[EXERCISE INPUT Boundary: Start]

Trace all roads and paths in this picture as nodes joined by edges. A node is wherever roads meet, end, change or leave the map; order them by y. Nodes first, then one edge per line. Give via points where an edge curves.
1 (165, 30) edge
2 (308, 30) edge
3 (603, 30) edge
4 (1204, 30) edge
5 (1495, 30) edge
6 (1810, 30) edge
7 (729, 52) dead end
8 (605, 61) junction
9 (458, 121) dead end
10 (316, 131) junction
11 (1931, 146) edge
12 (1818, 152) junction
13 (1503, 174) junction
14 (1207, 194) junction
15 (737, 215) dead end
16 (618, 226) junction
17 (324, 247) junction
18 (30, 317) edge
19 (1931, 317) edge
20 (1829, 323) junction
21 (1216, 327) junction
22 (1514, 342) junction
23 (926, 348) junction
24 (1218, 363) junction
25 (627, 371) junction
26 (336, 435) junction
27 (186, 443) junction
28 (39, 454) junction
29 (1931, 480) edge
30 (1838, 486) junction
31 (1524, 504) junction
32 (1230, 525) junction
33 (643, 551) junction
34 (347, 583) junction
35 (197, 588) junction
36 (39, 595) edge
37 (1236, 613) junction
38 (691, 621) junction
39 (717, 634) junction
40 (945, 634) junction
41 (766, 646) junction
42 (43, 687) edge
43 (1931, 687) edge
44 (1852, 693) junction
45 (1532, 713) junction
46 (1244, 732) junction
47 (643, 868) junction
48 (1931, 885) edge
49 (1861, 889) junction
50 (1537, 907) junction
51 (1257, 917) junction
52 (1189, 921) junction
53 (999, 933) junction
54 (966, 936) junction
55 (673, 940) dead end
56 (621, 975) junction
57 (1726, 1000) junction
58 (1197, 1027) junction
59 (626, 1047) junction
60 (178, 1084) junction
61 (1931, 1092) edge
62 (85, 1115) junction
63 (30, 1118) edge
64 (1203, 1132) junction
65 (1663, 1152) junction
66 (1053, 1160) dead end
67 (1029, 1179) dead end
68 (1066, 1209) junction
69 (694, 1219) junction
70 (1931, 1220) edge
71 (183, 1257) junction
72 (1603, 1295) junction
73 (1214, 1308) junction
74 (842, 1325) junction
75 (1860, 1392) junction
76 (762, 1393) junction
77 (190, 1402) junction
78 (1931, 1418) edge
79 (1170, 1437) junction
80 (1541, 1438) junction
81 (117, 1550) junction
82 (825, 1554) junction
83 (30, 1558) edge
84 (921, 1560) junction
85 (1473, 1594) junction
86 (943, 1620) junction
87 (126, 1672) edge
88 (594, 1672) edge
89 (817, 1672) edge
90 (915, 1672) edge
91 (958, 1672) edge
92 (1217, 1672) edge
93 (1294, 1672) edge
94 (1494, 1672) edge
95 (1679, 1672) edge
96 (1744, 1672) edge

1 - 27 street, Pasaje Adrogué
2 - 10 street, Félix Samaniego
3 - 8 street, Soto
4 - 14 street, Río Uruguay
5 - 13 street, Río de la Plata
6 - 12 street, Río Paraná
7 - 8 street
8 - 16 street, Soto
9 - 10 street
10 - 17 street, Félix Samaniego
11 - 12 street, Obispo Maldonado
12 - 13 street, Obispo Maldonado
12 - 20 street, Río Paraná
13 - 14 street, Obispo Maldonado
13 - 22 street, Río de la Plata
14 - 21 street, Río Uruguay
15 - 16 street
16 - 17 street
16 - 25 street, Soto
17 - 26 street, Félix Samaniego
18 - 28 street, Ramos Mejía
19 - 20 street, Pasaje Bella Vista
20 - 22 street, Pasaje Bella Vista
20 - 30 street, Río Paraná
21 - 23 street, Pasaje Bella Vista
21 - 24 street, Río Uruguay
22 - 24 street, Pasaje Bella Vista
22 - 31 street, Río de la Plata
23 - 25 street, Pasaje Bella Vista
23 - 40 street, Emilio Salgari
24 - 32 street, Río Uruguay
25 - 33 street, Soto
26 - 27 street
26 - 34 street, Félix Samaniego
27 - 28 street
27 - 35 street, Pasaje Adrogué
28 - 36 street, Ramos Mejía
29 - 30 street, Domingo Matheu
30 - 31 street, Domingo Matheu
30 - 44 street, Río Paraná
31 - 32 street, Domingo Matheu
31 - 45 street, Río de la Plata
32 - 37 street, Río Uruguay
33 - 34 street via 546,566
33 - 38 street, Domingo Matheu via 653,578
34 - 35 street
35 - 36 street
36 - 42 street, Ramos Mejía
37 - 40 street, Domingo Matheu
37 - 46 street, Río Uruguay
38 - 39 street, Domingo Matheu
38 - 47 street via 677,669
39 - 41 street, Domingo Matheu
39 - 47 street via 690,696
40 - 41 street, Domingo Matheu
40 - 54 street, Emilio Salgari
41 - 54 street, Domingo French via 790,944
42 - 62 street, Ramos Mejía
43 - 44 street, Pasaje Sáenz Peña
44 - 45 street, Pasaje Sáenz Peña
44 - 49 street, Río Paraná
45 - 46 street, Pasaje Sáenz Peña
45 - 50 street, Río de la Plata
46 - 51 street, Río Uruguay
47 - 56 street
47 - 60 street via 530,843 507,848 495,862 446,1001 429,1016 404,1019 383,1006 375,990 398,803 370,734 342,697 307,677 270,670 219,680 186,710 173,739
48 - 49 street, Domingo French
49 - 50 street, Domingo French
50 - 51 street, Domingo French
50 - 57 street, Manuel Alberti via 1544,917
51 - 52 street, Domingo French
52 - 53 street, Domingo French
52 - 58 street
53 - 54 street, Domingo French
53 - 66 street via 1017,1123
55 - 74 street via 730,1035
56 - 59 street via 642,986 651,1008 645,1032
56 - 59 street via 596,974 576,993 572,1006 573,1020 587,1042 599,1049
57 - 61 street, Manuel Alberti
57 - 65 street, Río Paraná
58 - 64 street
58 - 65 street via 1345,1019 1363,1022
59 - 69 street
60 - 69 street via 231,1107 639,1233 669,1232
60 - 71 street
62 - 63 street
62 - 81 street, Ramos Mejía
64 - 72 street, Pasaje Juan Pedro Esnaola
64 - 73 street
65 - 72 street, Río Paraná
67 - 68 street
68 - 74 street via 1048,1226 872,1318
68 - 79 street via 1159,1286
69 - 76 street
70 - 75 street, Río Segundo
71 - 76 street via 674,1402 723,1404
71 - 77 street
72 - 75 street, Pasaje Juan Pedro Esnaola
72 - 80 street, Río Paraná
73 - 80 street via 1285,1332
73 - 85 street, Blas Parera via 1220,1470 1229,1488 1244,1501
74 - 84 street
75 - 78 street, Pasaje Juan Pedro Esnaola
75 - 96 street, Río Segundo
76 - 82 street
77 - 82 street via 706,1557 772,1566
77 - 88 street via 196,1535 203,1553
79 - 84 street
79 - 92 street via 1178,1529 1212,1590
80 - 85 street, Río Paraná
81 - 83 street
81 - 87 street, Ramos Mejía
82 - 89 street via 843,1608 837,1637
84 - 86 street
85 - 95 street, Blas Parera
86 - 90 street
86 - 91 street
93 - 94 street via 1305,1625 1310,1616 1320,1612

[EXERCISE INPUT Boundary: End]

WORK ORDER -> All of the data above should be reproduced word for word.

TASK SOLUTION ->
Trace all roads and paths in this picture as nodes joined by edges. A node is wherever roads meet, end, change or leave the map; order them by y. Nodes first, then one edge per line. Give via points where an edge curves.
1 (165, 30) edge
2 (308, 30) edge
3 (603, 30) edge
4 (1204, 30) edge
5 (1495, 30) edge
6 (1810, 30) edge
7 (729, 52) dead end
8 (605, 61) junction
9 (458, 121) dead end
10 (316, 131) junction
11 (1931, 146) edge
12 (1818, 152) junction
13 (1503, 174) junction
14 (1207, 194) junction
15 (737, 215) dead end
16 (618, 226) junction
17 (324, 247) junction
18 (30, 317) edge
19 (1931, 317) edge
20 (1829, 323) junction
21 (1216, 327) junction
22 (1514, 342) junction
23 (926, 348) junction
24 (1218, 363) junction
25 (627, 371) junction
26 (336, 435) junction
27 (186, 443) junction
28 (39, 454) junction
29 (1931, 480) edge
30 (1838, 486) junction
31 (1524, 504) junction
32 (1230, 525) junction
33 (643, 551) junction
34 (347, 583) junction
35 (197, 588) junction
36 (39, 595) edge
37 (1236, 613) junction
38 (691, 621) junction
39 (717, 634) junction
40 (945, 634) junction
41 (766, 646) junction
42 (43, 687) edge
43 (1931, 687) edge
44 (1852, 693) junction
45 (1532, 713) junction
46 (1244, 732) junction
47 (643, 868) junction
48 (1931, 885) edge
49 (1861, 889) junction
50 (1537, 907) junction
51 (1257, 917) junction
52 (1189, 921) junction
53 (999, 933) junction
54 (966, 936) junction
55 (673, 940) dead end
56 (621, 975) junction
57 (1726, 1000) junction
58 (1197, 1027) junction
59 (626, 1047) junction
60 (178, 1084) junction
61 (1931, 1092) edge
62 (85, 1115) junction
63 (30, 1118) edge
64 (1203, 1132) junction
65 (1663, 1152) junction
66 (1053, 1160) dead end
67 (1029, 1179) dead end
68 (1066, 1209) junction
69 (694, 1219) junction
70 (1931, 1220) edge
71 (183, 1257) junction
72 (1603, 1295) junction
73 (1214, 1308) junction
74 (842, 1325) junction
75 (1860, 1392) junction
76 (762, 1393) junction
77 (190, 1402) junction
78 (1931, 1418) edge
79 (1170, 1437) junction
80 (1541, 1438) junction
81 (117, 1550) junction
82 (825, 1554) junction
83 (30, 1558) edge
84 (921, 1560) junction
85 (1473, 1594) junction
86 (943, 1620) junction
87 (126, 1672) edge
88 (594, 1672) edge
89 (817, 1672) edge
90 (915, 1672) edge
91 (958, 1672) edge
92 (1217, 1672) edge
93 (1294, 1672) edge
94 (1494, 1672) edge
95 (1679, 1672) edge
96 (1744, 1672) edge

1 - 27 street, Pasaje Adrogué
2 - 10 street, Félix Samaniego
3 - 8 street, Soto
4 - 14 street, Río Uruguay
5 - 13 street, Río de la Plata
6 - 12 street, Río Paraná
7 - 8 street
8 - 16 street, Soto
9 - 10 street
10 - 17 street, Félix Samaniego
11 - 12 street, Obispo Maldonado
12 - 13 street, Obispo Maldonado
12 - 20 street, Río Paraná
13 - 14 street, Obispo Maldonado
13 - 22 street, Río de la Plata
14 - 21 street, Río Uruguay
15 - 16 street
16 - 17 street
16 - 25 street, Soto
17 - 26 street, Félix Samaniego
18 - 28 street, Ramos Mejía
19 - 20 street, Pasaje Bella Vista
20 - 22 street, Pasaje Bella Vista
20 - 30 street, Río Paraná
21 - 23 street, Pasaje Bella Vista
21 - 24 street, Río Uruguay
22 - 24 street, Pasaje Bella Vista
22 - 31 street, Río de la Plata
23 - 25 street, Pasaje Bella Vista
23 - 40 street, Emilio Salgari
24 - 32 street, Río Uruguay
25 - 33 street, Soto
26 - 27 street
26 - 34 street, Félix Samaniego
27 - 28 street
27 - 35 street, Pasaje Adrogué
28 - 36 street, Ramos Mejía
29 - 30 street, Domingo Matheu
30 - 31 street, Domingo Matheu
30 - 44 street, Río Paraná
31 - 32 street, Domingo Matheu
31 - 45 street, Río de la Plata
32 - 37 street, Río Uruguay
33 - 34 street via 546,566
33 - 38 street, Domingo Matheu via 653,578
34 - 35 street
35 - 36 street
36 - 42 street, Ramos Mejía
37 - 40 street, Domingo Matheu
37 - 46 street, Río Uruguay
38 - 39 street, Domingo Matheu
38 - 47 street via 677,669
39 - 41 street, Domingo Matheu
39 - 47 street via 690,696
40 - 41 street, Domingo Matheu
40 - 54 street, Emilio Salgari
41 - 54 street, Domingo French via 790,944
42 - 62 street, Ramos Mejía
43 - 44 street, Pasaje Sáenz Peña
44 - 45 street, Pasaje Sáenz Peña
44 - 49 street, Río Paraná
45 - 46 street, Pasaje Sáenz Peña
45 - 50 street, Río de la Plata
46 - 51 street, Río Uruguay
47 - 56 street
47 - 60 street via 530,843 507,848 495,862 446,1001 429,1016 404,1019 383,1006 375,990 398,803 370,734 342,697 307,677 270,670 219,680 186,710 173,739
48 - 49 street, Domingo French
49 - 50 street, Domingo French
50 - 51 street, Domingo French
50 - 57 street, Manuel Alberti via 1544,917
51 - 52 street, Domingo French
52 - 53 street, Domingo French
52 - 58 street
53 - 54 street, Domingo French
53 - 66 street via 1017,1123
55 - 74 street via 730,1035
56 - 59 street via 642,986 651,1008 645,1032
56 - 59 street via 596,974 576,993 572,1006 573,1020 587,1042 599,1049
57 - 61 street, Manuel Alberti
57 - 65 street, Río Paraná
58 - 64 street
58 - 65 street via 1345,1019 1363,1022
59 - 69 street
60 - 69 street via 231,1107 639,1233 669,1232
60 - 71 street
62 - 63 street
62 - 81 street, Ramos Mejía
64 - 72 street, Pasaje Juan Pedro Esnaola
64 - 73 street
65 - 72 street, Río Paraná
67 - 68 street
68 - 74 street via 1048,1226 872,1318
68 - 79 street via 1159,1286
69 - 76 street
70 - 75 street, Río Segundo
71 - 76 street via 674,1402 723,1404
71 - 77 street
72 - 75 street, Pasaje Juan Pedro Esnaola
72 - 80 street, Río Paraná
73 - 80 street via 1285,1332
73 - 85 street, Blas Parera via 1220,1470 1229,1488 1244,1501
74 - 84 street
75 - 78 street, Pasaje Juan Pedro Esnaola
75 - 96 street, Río Segundo
76 - 82 street
77 - 82 street via 706,1557 772,1566
77 - 88 street via 196,1535 203,1553
79 - 84 street
79 - 92 street via 1178,1529 1212,1590
80 - 85 street, Río Paraná
81 - 83 street
81 - 87 street, Ramos Mejía
82 - 89 street via 843,1608 837,1637
84 - 86 street
85 - 95 street, Blas Parera
86 - 90 street
86 - 91 street
93 - 94 street via 1305,1625 1310,1616 1320,1612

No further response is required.